## Exercise details
Write out every line below that includes the word "Cottonwood".

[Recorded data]

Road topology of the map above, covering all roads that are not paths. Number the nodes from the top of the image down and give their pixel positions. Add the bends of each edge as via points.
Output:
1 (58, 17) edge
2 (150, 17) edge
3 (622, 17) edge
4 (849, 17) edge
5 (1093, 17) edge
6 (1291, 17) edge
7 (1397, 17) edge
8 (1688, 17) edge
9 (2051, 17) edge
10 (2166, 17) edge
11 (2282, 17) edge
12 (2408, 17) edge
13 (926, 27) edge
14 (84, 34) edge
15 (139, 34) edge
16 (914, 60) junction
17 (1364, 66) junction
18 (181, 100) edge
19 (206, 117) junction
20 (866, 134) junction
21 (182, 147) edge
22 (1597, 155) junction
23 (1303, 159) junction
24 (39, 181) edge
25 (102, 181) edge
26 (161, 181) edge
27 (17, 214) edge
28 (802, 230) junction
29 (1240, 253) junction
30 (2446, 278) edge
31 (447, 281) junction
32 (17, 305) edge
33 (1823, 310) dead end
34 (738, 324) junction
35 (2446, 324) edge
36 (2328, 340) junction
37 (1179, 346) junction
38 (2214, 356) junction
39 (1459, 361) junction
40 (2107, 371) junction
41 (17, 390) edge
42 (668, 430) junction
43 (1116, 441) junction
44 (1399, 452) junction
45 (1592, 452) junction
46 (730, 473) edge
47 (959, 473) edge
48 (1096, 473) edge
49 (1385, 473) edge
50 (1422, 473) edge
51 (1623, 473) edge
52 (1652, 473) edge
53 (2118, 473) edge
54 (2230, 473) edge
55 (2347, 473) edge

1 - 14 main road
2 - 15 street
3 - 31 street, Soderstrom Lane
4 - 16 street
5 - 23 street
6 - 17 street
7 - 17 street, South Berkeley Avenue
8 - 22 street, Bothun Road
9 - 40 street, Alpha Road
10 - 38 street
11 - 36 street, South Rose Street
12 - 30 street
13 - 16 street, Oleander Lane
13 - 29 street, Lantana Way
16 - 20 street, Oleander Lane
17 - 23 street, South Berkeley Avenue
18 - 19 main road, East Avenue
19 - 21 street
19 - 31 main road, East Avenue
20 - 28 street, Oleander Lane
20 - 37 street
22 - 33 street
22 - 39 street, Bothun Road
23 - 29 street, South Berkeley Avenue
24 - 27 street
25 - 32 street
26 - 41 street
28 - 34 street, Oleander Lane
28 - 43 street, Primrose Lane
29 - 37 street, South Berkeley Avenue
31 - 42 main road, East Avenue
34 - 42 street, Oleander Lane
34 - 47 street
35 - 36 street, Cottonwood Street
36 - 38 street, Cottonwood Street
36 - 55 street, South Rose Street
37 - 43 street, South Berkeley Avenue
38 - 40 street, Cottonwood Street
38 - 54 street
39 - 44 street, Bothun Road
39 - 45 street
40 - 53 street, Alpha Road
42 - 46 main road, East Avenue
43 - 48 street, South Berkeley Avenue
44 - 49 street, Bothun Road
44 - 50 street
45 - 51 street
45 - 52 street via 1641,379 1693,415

## Task answer
35 - 36 street, Cottonwood Street
36 - 38 street, Cottonwood Street
38 - 40 street, Cottonwood Street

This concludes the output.